# Exercise description:
Quote the data below in full, minus the images.

[Source data]

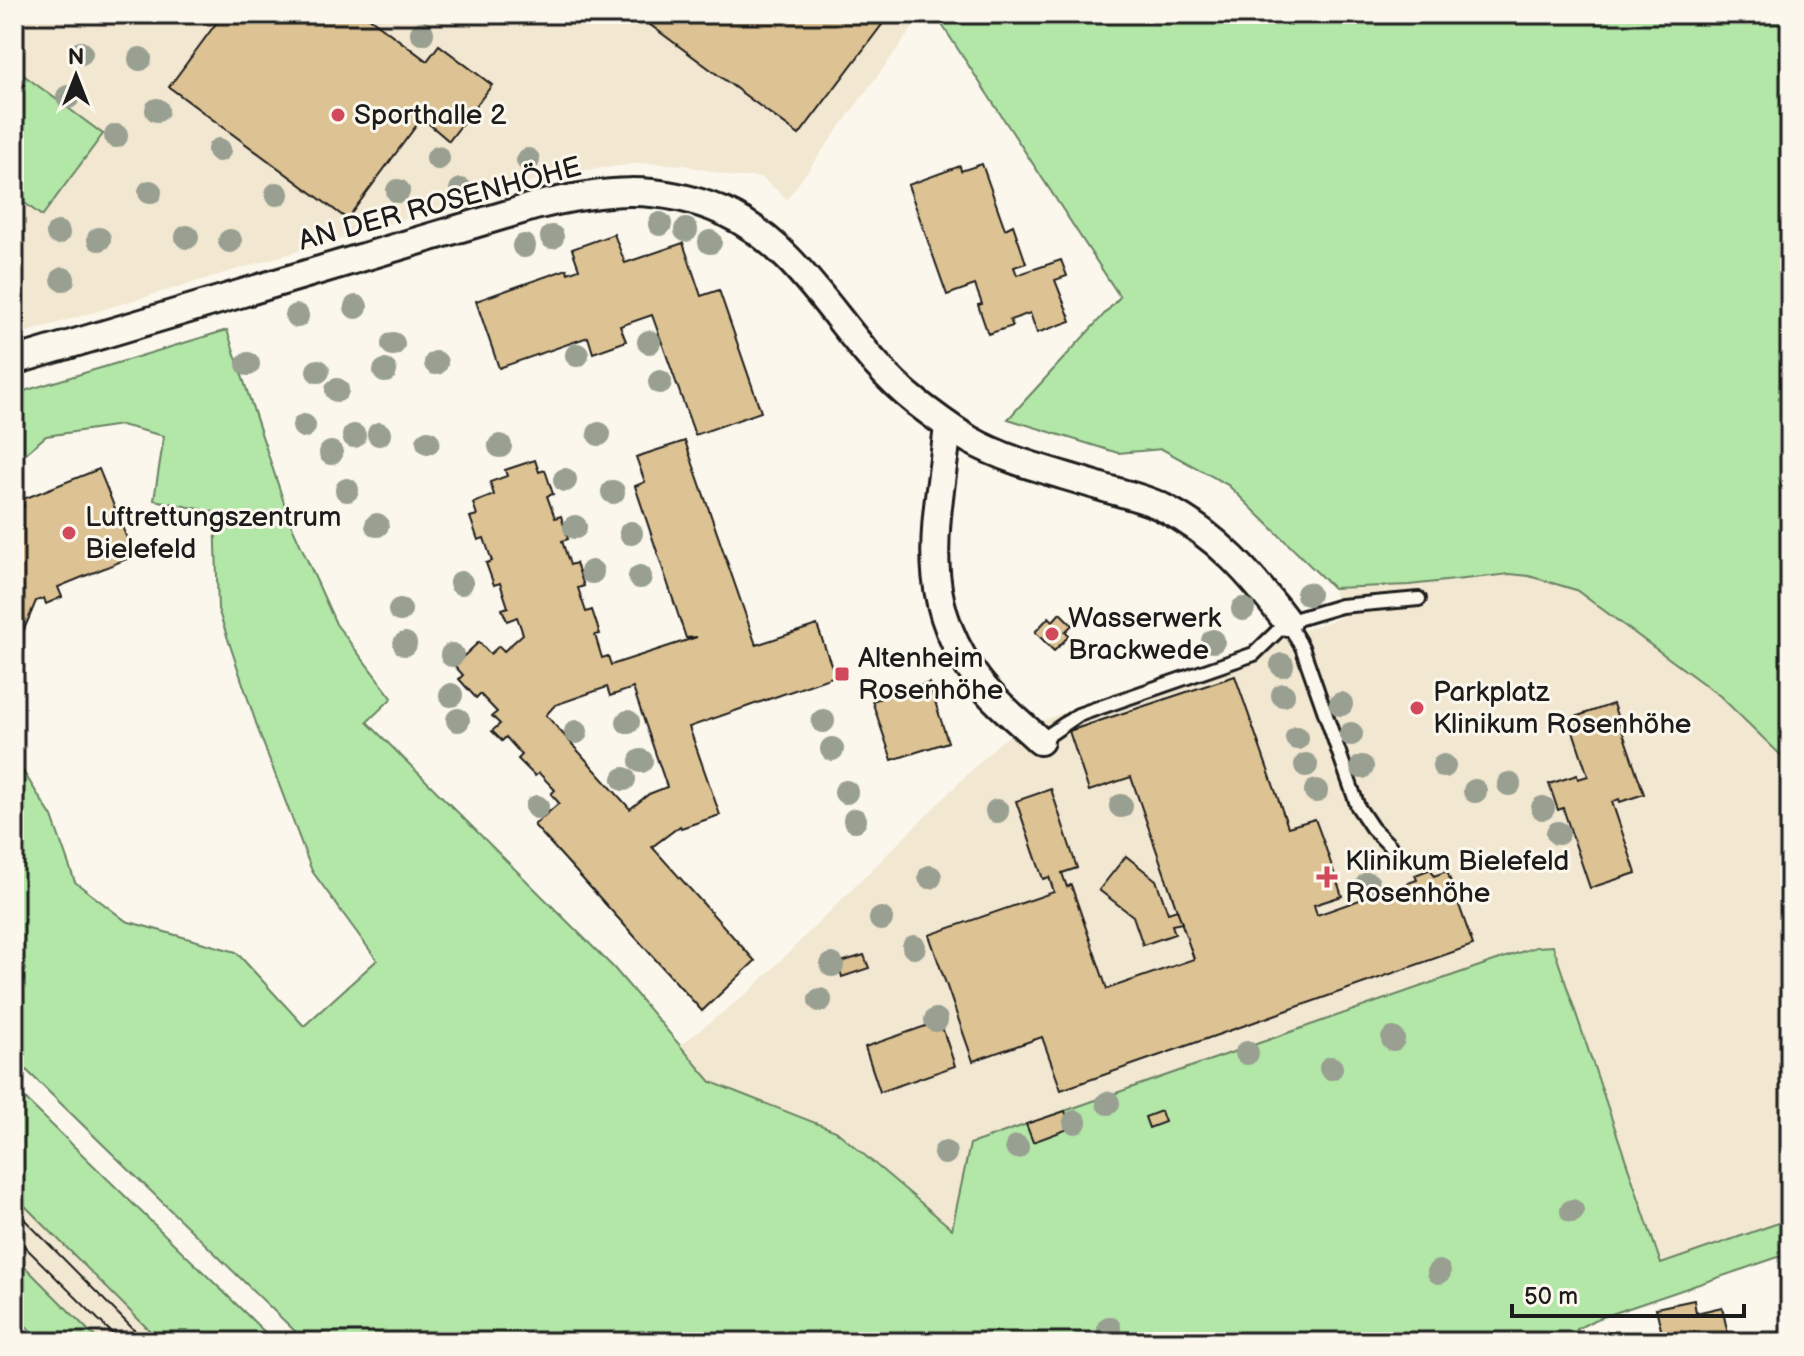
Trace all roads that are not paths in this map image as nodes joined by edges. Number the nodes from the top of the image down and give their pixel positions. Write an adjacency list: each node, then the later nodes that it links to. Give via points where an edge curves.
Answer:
1 (14, 361): 2 (street, AN DER ROSENHÖHE, via 529,207 593,193 639,190 701,203 747,224 796,267 891,378)
2 (948, 426): 4 (street, AN DER ROSENHÖHE, via 1004,456 1170,511 1237,561); 5 (street, via 934,529 944,619 980,683)
3 (1419, 599): 4 (lane, via 1341,606)
4 (1287, 622): 5 (lane, via 1254,654 1078,715); 6 (lane, via 1302,647 1358,807)
5 (1040, 741)
6 (1390, 846)

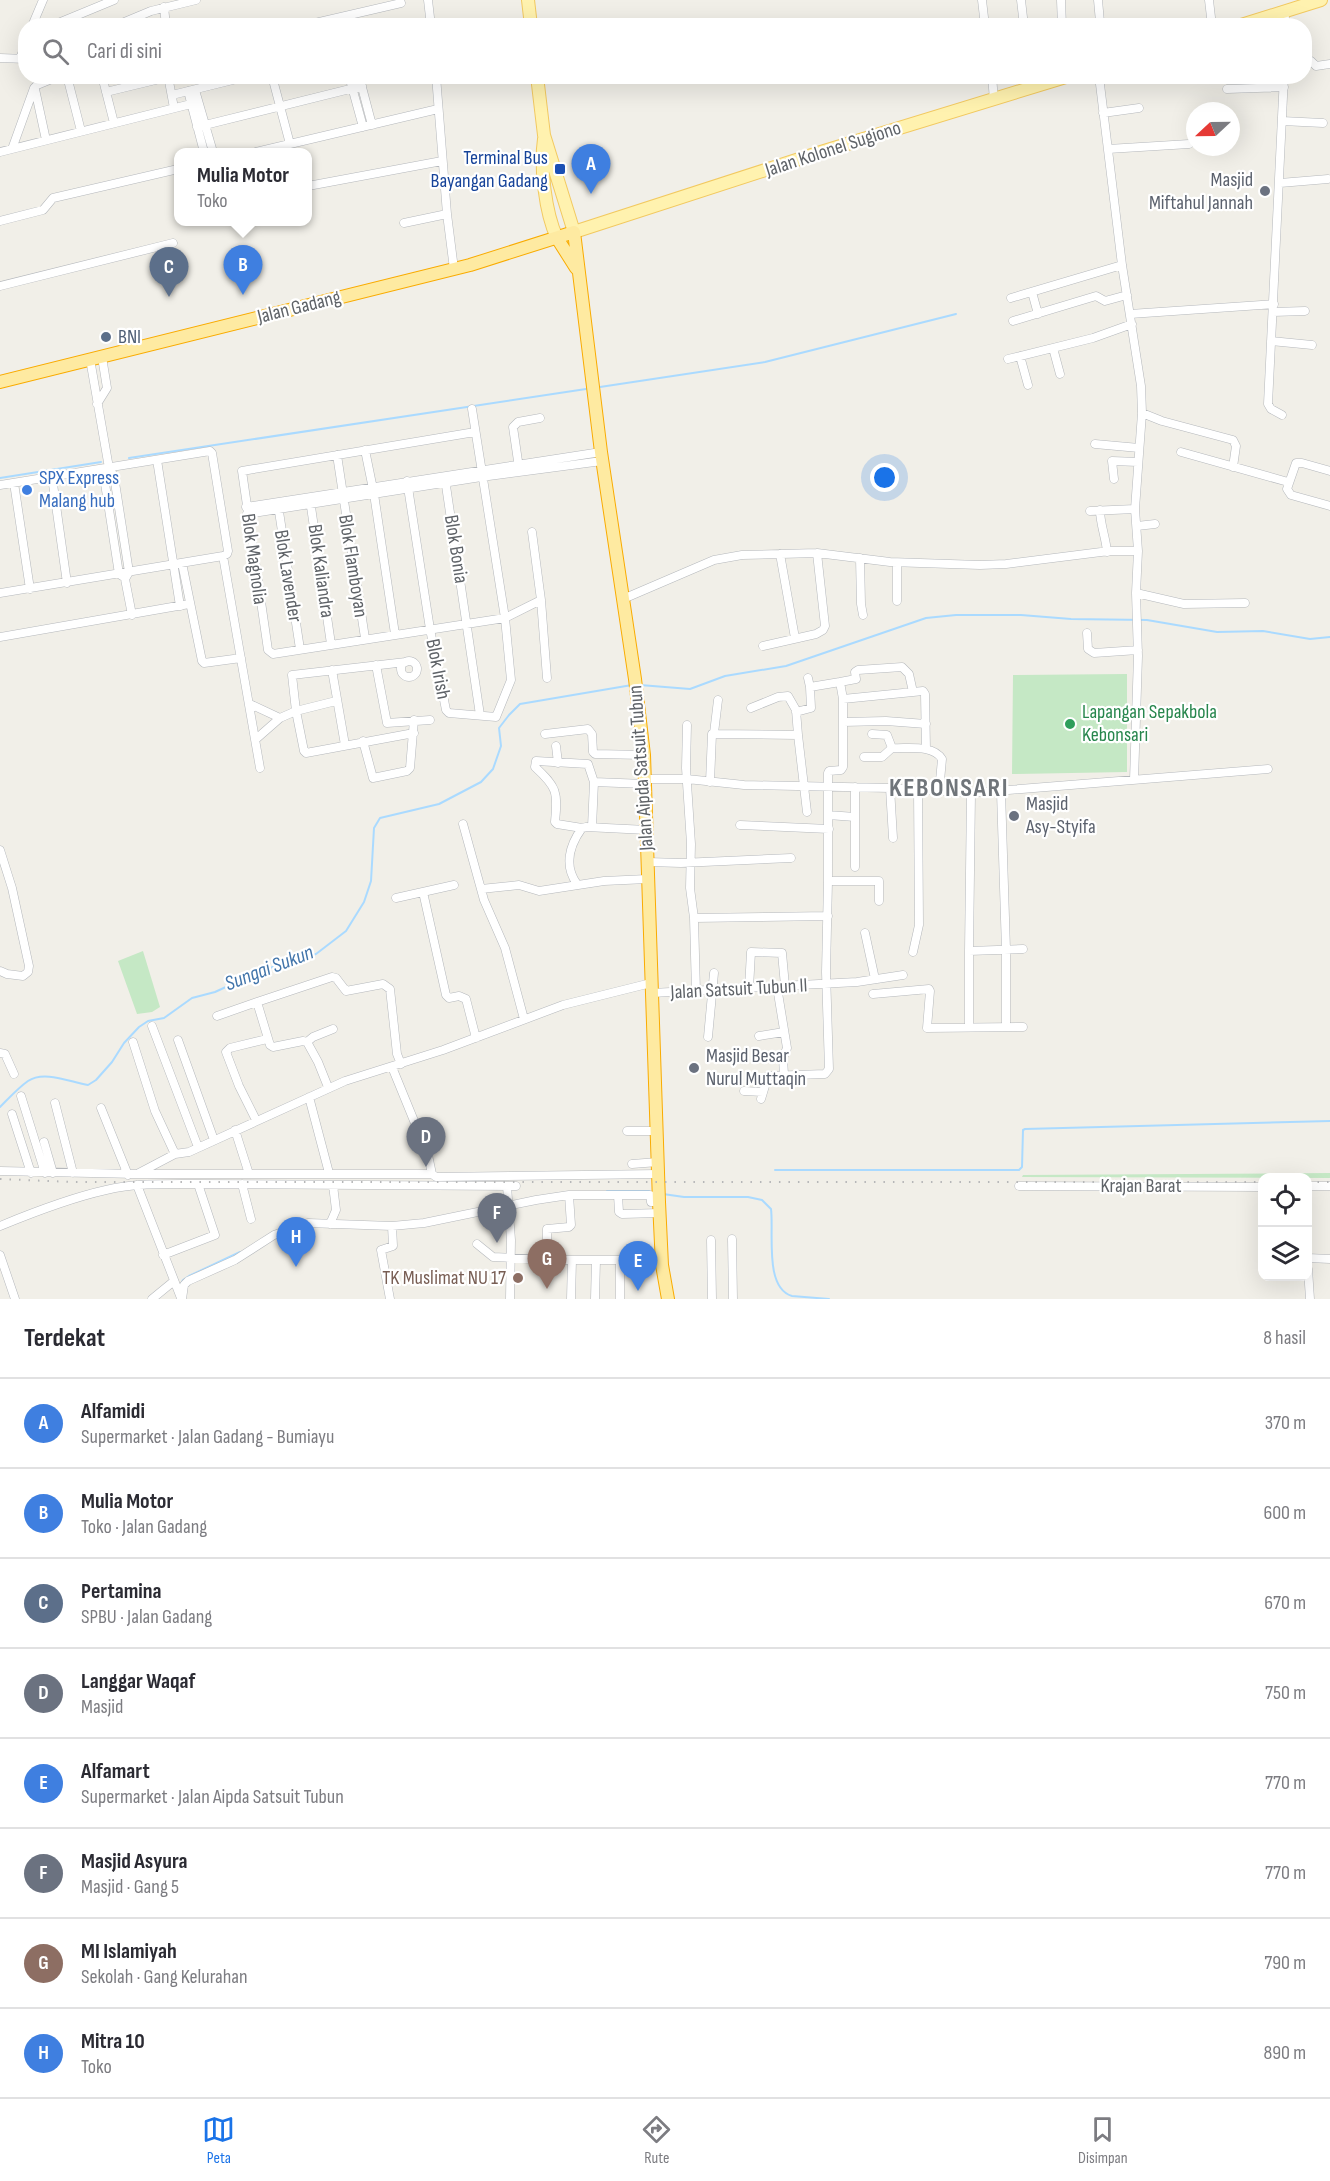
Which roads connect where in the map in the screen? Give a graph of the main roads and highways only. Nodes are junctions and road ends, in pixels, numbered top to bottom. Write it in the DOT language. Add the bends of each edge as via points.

# Written solution:
Trace all roads that are not paths in this map image as nodes joined by edges. Number the nodes from the top of the image down and give their pixel positions. Write an adjacency list: each node, then the later nodes that it links to. Give via points where an edge curves.
Answer:
1 (14, 361): 2 (street, AN DER ROSENHÖHE, via 529,207 593,193 639,190 701,203 747,224 796,267 891,378)
2 (948, 426): 4 (street, AN DER ROSENHÖHE, via 1004,456 1170,511 1237,561); 5 (street, via 934,529 944,619 980,683)
3 (1419, 599): 4 (lane, via 1341,606)
4 (1287, 622): 5 (lane, via 1254,654 1078,715); 6 (lane, via 1302,647 1358,807)
5 (1040, 741)
6 (1390, 846)

Which roads connect where in the map in the screen? Give a graph of the main roads and highways only. Nodes are junctions and road ends, in pixels, numbered top to bottom. Write it in the DOT language. Add the bends of each edge as via points.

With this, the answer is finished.